## PROBLEM TO SOLVE
Make an exact copy of the data below, leaving out every picture.

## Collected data
-*-

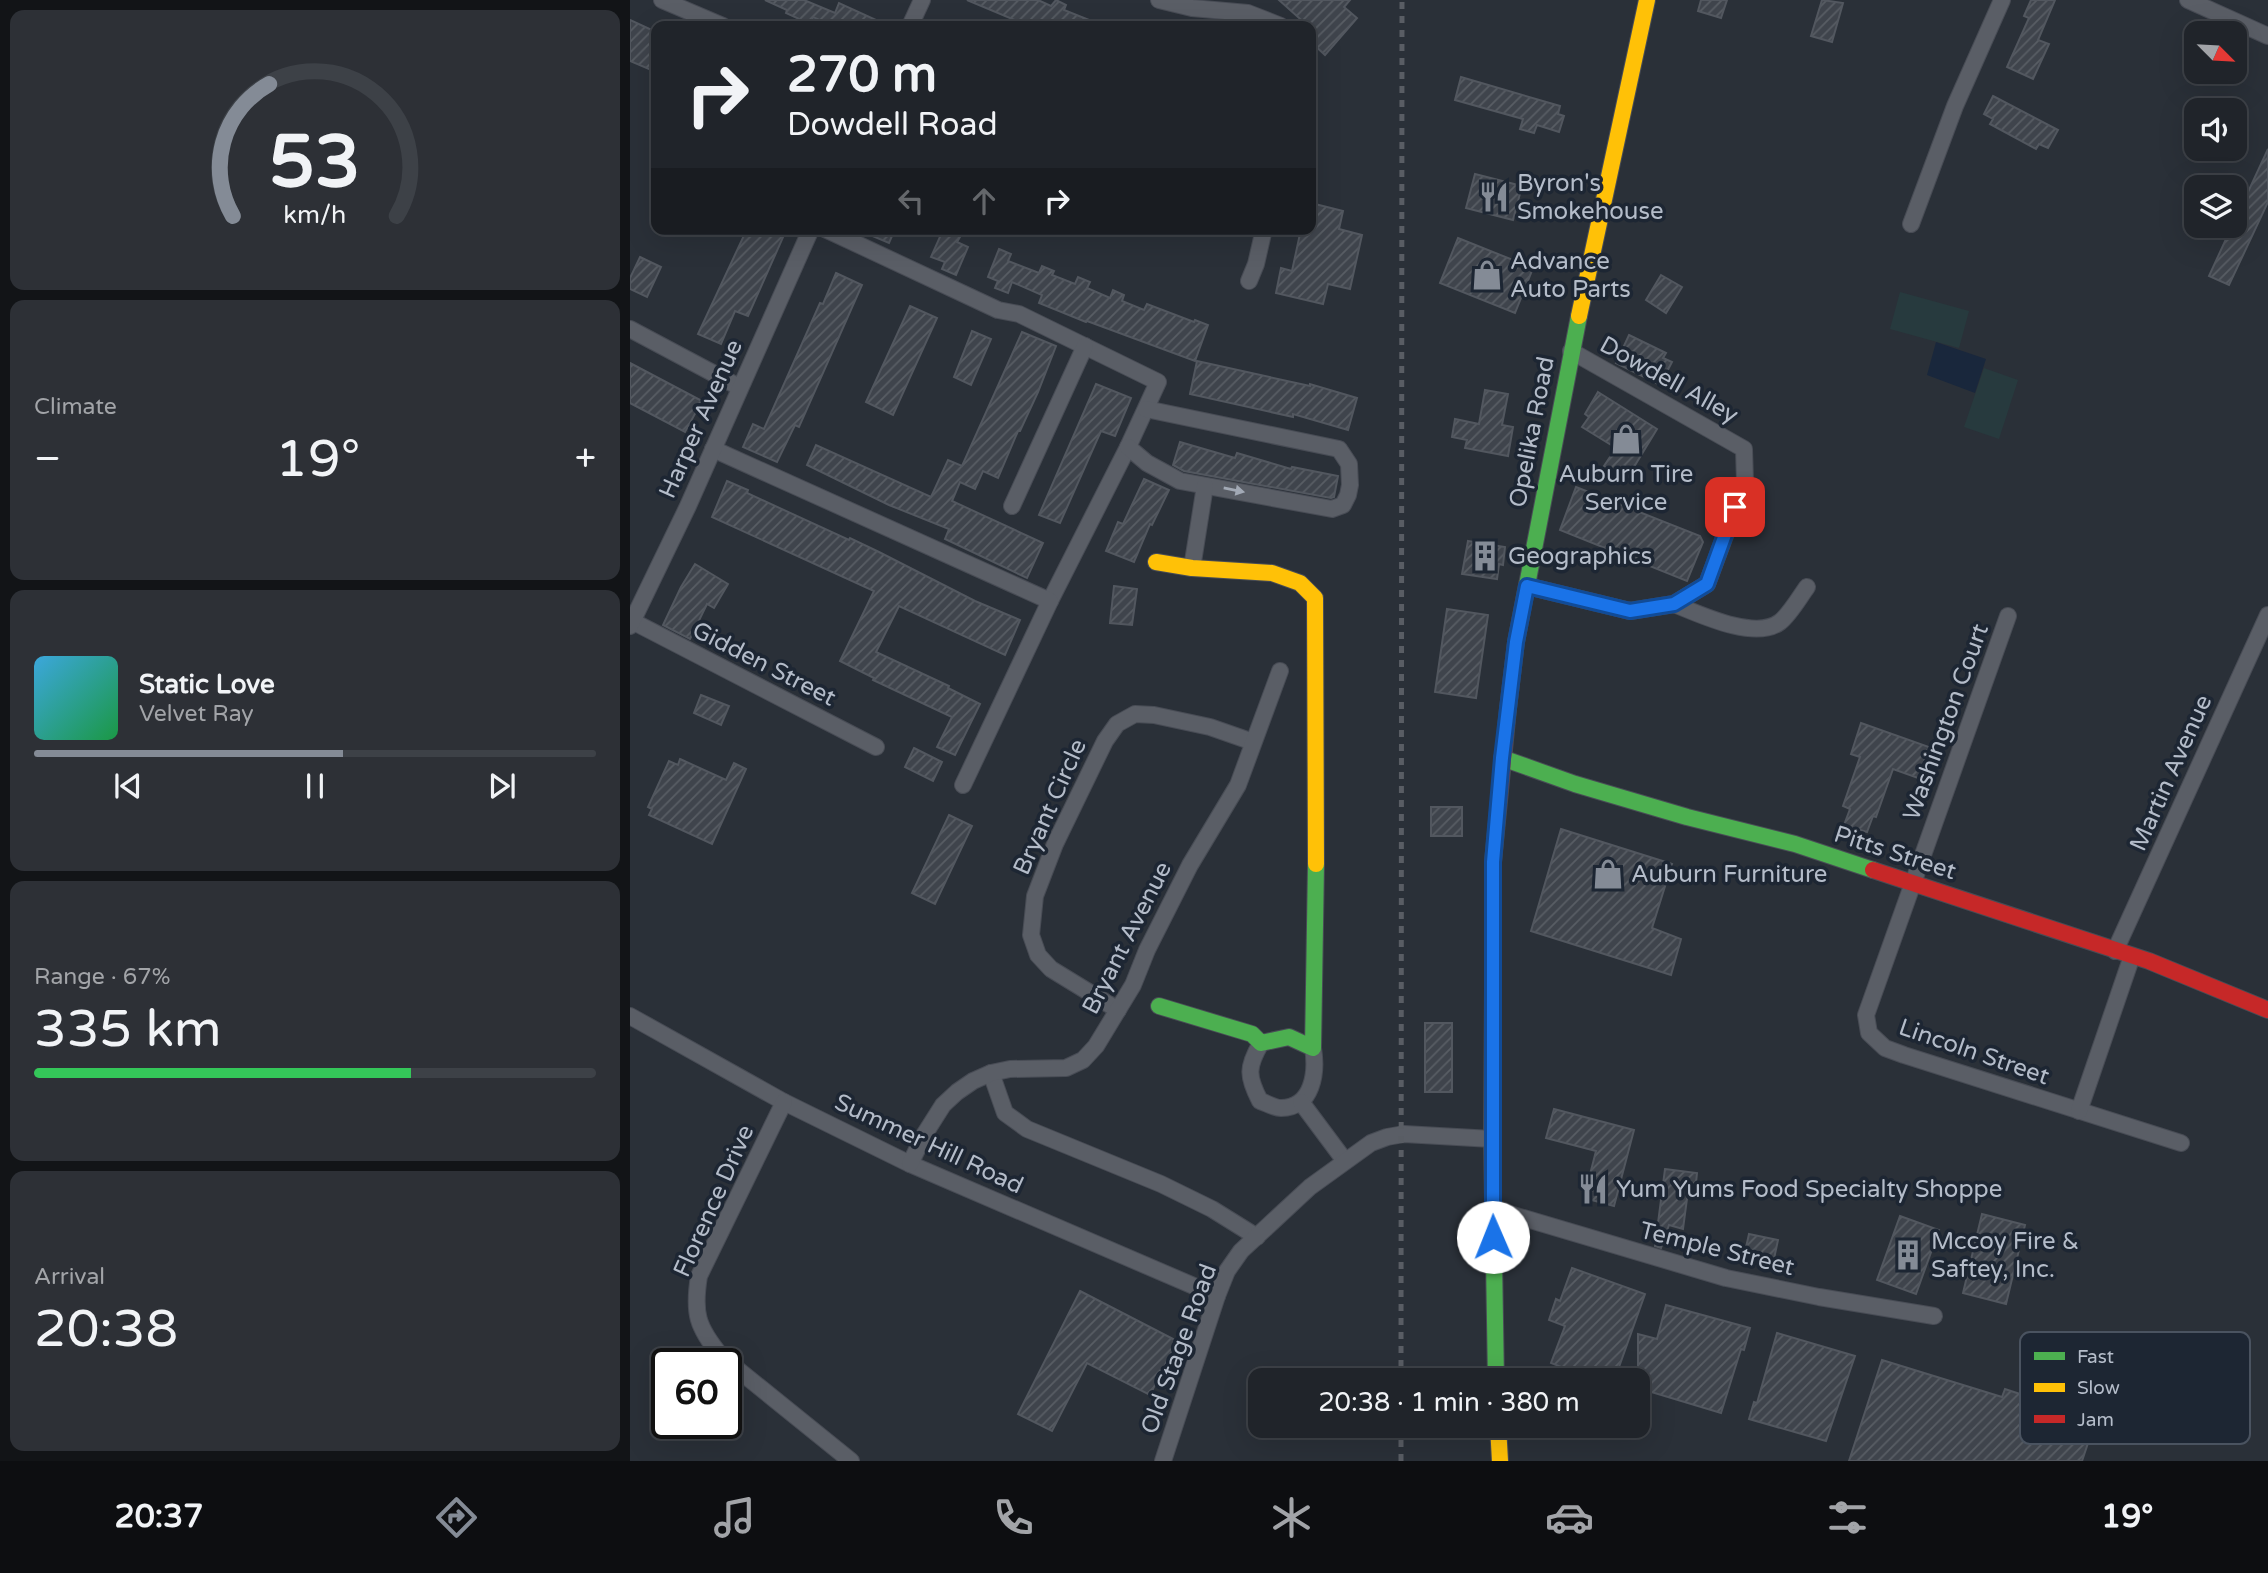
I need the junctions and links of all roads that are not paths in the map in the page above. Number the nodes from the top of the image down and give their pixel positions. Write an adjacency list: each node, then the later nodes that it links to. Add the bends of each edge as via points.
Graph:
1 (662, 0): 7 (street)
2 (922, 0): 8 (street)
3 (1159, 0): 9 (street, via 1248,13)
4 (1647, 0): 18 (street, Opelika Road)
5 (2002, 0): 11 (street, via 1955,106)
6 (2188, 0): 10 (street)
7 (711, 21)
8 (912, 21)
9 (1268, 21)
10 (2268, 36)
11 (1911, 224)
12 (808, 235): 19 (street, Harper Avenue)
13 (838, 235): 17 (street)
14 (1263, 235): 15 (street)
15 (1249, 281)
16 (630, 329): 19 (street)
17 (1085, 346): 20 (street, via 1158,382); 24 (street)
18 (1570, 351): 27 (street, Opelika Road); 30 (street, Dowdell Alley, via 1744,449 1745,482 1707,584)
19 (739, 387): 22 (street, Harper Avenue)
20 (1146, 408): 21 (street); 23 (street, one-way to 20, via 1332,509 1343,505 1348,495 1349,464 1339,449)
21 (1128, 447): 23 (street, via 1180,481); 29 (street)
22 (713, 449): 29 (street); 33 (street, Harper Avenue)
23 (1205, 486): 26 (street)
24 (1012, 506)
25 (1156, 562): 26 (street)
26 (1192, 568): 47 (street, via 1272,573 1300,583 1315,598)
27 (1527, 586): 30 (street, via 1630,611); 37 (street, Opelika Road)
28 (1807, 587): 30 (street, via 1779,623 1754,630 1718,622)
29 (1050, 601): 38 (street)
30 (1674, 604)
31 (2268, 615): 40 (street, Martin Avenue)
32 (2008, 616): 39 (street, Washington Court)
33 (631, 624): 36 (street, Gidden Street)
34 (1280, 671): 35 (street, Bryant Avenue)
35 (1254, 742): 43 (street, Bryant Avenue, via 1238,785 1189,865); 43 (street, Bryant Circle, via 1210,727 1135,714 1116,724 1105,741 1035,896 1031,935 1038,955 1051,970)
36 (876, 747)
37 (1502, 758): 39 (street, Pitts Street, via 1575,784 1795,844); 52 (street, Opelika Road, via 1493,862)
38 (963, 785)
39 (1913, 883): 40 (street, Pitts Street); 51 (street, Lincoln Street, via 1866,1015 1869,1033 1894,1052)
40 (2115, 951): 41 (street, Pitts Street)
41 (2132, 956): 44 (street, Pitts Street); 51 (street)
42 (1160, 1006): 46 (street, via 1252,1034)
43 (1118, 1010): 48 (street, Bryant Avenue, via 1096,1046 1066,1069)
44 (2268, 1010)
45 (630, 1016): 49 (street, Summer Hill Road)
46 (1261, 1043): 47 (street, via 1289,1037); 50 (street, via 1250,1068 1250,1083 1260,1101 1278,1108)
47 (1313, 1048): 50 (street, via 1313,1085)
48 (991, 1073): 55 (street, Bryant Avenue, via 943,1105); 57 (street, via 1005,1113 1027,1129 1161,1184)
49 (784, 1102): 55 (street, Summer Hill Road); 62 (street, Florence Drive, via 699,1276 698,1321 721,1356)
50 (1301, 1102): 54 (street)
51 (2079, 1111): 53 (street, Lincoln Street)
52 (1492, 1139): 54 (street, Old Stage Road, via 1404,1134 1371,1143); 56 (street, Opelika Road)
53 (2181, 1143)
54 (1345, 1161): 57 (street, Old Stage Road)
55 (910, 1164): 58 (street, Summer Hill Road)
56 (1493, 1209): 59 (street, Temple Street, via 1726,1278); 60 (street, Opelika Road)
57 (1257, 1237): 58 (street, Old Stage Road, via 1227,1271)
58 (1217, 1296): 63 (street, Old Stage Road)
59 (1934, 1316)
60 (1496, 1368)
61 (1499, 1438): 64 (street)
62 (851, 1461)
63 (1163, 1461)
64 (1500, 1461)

-*-

## TASK RESULT
I need the junctions and links of all roads that are not paths in the map in the page above. Number the nodes from the top of the image down and give their pixel positions. Write an adjacency list: each node, then the later nodes that it links to. Add the bends of each edge as via points.
Graph:
1 (662, 0): 7 (street)
2 (922, 0): 8 (street)
3 (1159, 0): 9 (street, via 1248,13)
4 (1647, 0): 18 (street, Opelika Road)
5 (2002, 0): 11 (street, via 1955,106)
6 (2188, 0): 10 (street)
7 (711, 21)
8 (912, 21)
9 (1268, 21)
10 (2268, 36)
11 (1911, 224)
12 (808, 235): 19 (street, Harper Avenue)
13 (838, 235): 17 (street)
14 (1263, 235): 15 (street)
15 (1249, 281)
16 (630, 329): 19 (street)
17 (1085, 346): 20 (street, via 1158,382); 24 (street)
18 (1570, 351): 27 (street, Opelika Road); 30 (street, Dowdell Alley, via 1744,449 1745,482 1707,584)
19 (739, 387): 22 (street, Harper Avenue)
20 (1146, 408): 21 (street); 23 (street, one-way to 20, via 1332,509 1343,505 1348,495 1349,464 1339,449)
21 (1128, 447): 23 (street, via 1180,481); 29 (street)
22 (713, 449): 29 (street); 33 (street, Harper Avenue)
23 (1205, 486): 26 (street)
24 (1012, 506)
25 (1156, 562): 26 (street)
26 (1192, 568): 47 (street, via 1272,573 1300,583 1315,598)
27 (1527, 586): 30 (street, via 1630,611); 37 (street, Opelika Road)
28 (1807, 587): 30 (street, via 1779,623 1754,630 1718,622)
29 (1050, 601): 38 (street)
30 (1674, 604)
31 (2268, 615): 40 (street, Martin Avenue)
32 (2008, 616): 39 (street, Washington Court)
33 (631, 624): 36 (street, Gidden Street)
34 (1280, 671): 35 (street, Bryant Avenue)
35 (1254, 742): 43 (street, Bryant Avenue, via 1238,785 1189,865); 43 (street, Bryant Circle, via 1210,727 1135,714 1116,724 1105,741 1035,896 1031,935 1038,955 1051,970)
36 (876, 747)
37 (1502, 758): 39 (street, Pitts Street, via 1575,784 1795,844); 52 (street, Opelika Road, via 1493,862)
38 (963, 785)
39 (1913, 883): 40 (street, Pitts Street); 51 (street, Lincoln Street, via 1866,1015 1869,1033 1894,1052)
40 (2115, 951): 41 (street, Pitts Street)
41 (2132, 956): 44 (street, Pitts Street); 51 (street)
42 (1160, 1006): 46 (street, via 1252,1034)
43 (1118, 1010): 48 (street, Bryant Avenue, via 1096,1046 1066,1069)
44 (2268, 1010)
45 (630, 1016): 49 (street, Summer Hill Road)
46 (1261, 1043): 47 (street, via 1289,1037); 50 (street, via 1250,1068 1250,1083 1260,1101 1278,1108)
47 (1313, 1048): 50 (street, via 1313,1085)
48 (991, 1073): 55 (street, Bryant Avenue, via 943,1105); 57 (street, via 1005,1113 1027,1129 1161,1184)
49 (784, 1102): 55 (street, Summer Hill Road); 62 (street, Florence Drive, via 699,1276 698,1321 721,1356)
50 (1301, 1102): 54 (street)
51 (2079, 1111): 53 (street, Lincoln Street)
52 (1492, 1139): 54 (street, Old Stage Road, via 1404,1134 1371,1143); 56 (street, Opelika Road)
53 (2181, 1143)
54 (1345, 1161): 57 (street, Old Stage Road)
55 (910, 1164): 58 (street, Summer Hill Road)
56 (1493, 1209): 59 (street, Temple Street, via 1726,1278); 60 (street, Opelika Road)
57 (1257, 1237): 58 (street, Old Stage Road, via 1227,1271)
58 (1217, 1296): 63 (street, Old Stage Road)
59 (1934, 1316)
60 (1496, 1368)
61 (1499, 1438): 64 (street)
62 (851, 1461)
63 (1163, 1461)
64 (1500, 1461)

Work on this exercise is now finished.